Leaving out only the pictures, write out all the entries exactly.

Data records:
=======

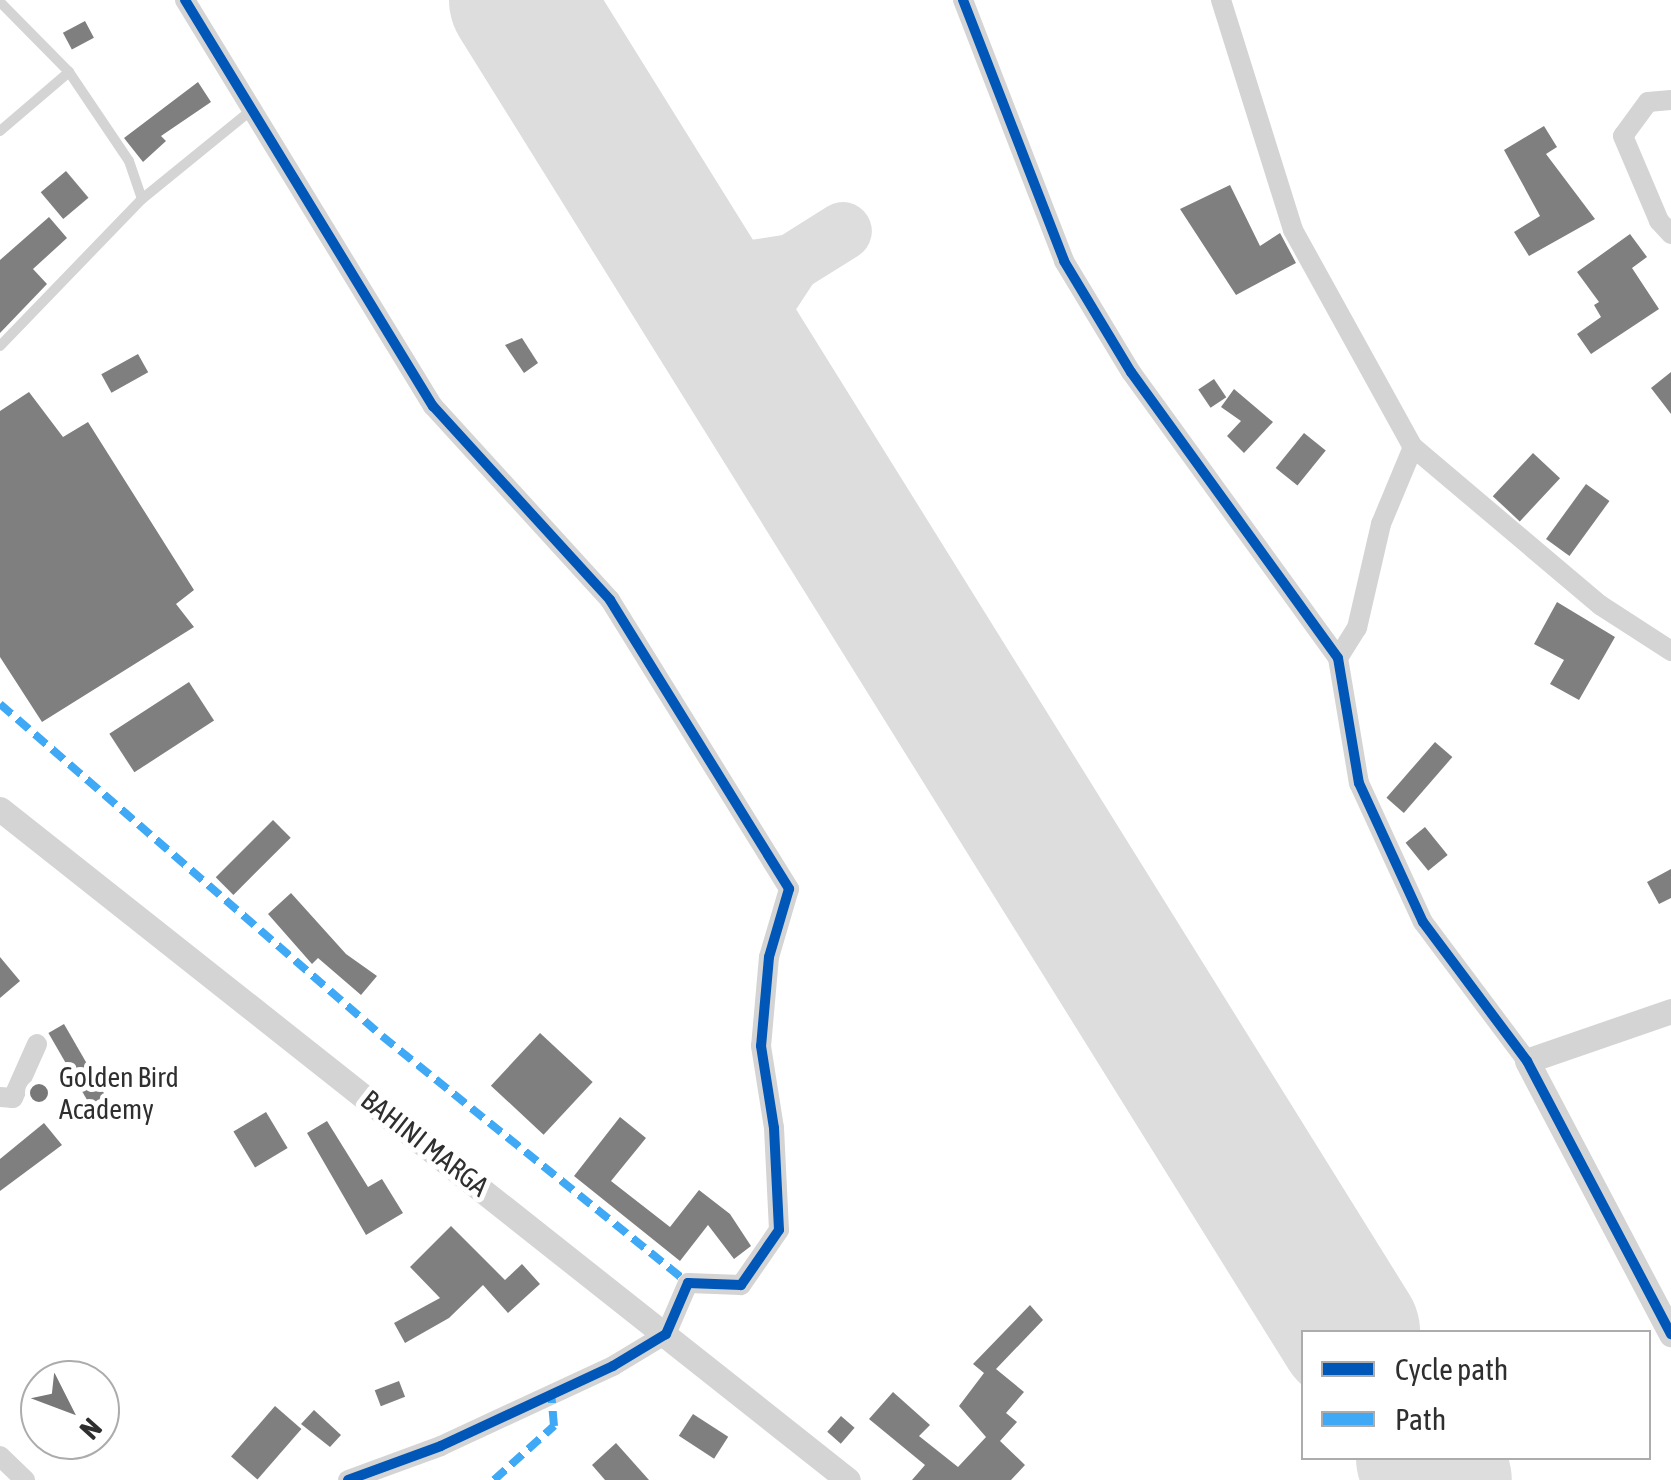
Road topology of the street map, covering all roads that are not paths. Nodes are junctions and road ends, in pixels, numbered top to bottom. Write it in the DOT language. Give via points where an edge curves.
graph roads {
  1 [pos="184,0"];
  2 [pos="963,0"];
  3 [pos="1221,0"];
  4 [pos="0,2"];
  5 [pos="69,72"];
  6 [pos="1671,100"];
  7 [pos="254,108"];
  8 [pos="0,131"];
  9 [pos="142,198"];
  10 [pos="1671,234"];
  11 [pos="0,346"];
  12 [pos="1414,447"];
  13 [pos="1671,651"];
  14 [pos="1338,658"];
  15 [pos="0,809"];
  16 [pos="1671,1011"];
  17 [pos="38,1044"];
  18 [pos="1527,1061"];
  19 [pos="0,1096"];
  20 [pos="666,1334"];
  21 [pos="1671,1334"];
  22 [pos="0,1456"];
  23 [pos="25,1480"];
  24 [pos="348,1480"];
  25 [pos="848,1480"];
  1 -- 7 [label="street"];
  2 -- 14 [label="street" via="1064,261 1131,372"];
  3 -- 12 [label="street" via="1293,230"];
  4 -- 5 [label="lane"];
  5 -- 8 [label="lane"];
  5 -- 9 [label="lane" via="129,161"];
  6 -- 10 [label="street" via="1648,102 1623,136 1659,222"];
  7 -- 9 [label="lane"];
  7 -- 20 [label="street" via="297,190 433,406 610,600 789,888 769,957 761,1046 779,1230 741,1285 688,1283"];
  9 -- 11 [label="lane"];
  12 -- 13 [label="street" via="1600,605"];
  12 -- 14 [label="street" via="1381,524 1357,628"];
  14 -- 18 [label="street" via="1359,783 1423,922"];
  15 -- 20 [label="street, BAHINI MARGA"];
  16 -- 18 [label="street"];
  17 -- 19 [label="street" via="14,1098"];
  18 -- 21 [label="street"];
  20 -- 24 [label="street" via="441,1446"];
  20 -- 25 [label="street, BAHINI MARGA"];
  22 -- 23 [label="street"];
}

=======

**RESULT OF THE EXERCISE**
Road topology of the street map, covering all roads that are not paths. Nodes are junctions and road ends, in pixels, numbered top to bottom. Write it in the DOT language. Give via points where an edge curves.
graph roads {
  1 [pos="184,0"];
  2 [pos="963,0"];
  3 [pos="1221,0"];
  4 [pos="0,2"];
  5 [pos="69,72"];
  6 [pos="1671,100"];
  7 [pos="254,108"];
  8 [pos="0,131"];
  9 [pos="142,198"];
  10 [pos="1671,234"];
  11 [pos="0,346"];
  12 [pos="1414,447"];
  13 [pos="1671,651"];
  14 [pos="1338,658"];
  15 [pos="0,809"];
  16 [pos="1671,1011"];
  17 [pos="38,1044"];
  18 [pos="1527,1061"];
  19 [pos="0,1096"];
  20 [pos="666,1334"];
  21 [pos="1671,1334"];
  22 [pos="0,1456"];
  23 [pos="25,1480"];
  24 [pos="348,1480"];
  25 [pos="848,1480"];
  1 -- 7 [label="street"];
  2 -- 14 [label="street" via="1064,261 1131,372"];
  3 -- 12 [label="street" via="1293,230"];
  4 -- 5 [label="lane"];
  5 -- 8 [label="lane"];
  5 -- 9 [label="lane" via="129,161"];
  6 -- 10 [label="street" via="1648,102 1623,136 1659,222"];
  7 -- 9 [label="lane"];
  7 -- 20 [label="street" via="297,190 433,406 610,600 789,888 769,957 761,1046 779,1230 741,1285 688,1283"];
  9 -- 11 [label="lane"];
  12 -- 13 [label="street" via="1600,605"];
  12 -- 14 [label="street" via="1381,524 1357,628"];
  14 -- 18 [label="street" via="1359,783 1423,922"];
  15 -- 20 [label="street, BAHINI MARGA"];
  16 -- 18 [label="street"];
  17 -- 19 [label="street" via="14,1098"];
  18 -- 21 [label="street"];
  20 -- 24 [label="street" via="441,1446"];
  20 -- 25 [label="street, BAHINI MARGA"];
  22 -- 23 [label="street"];
}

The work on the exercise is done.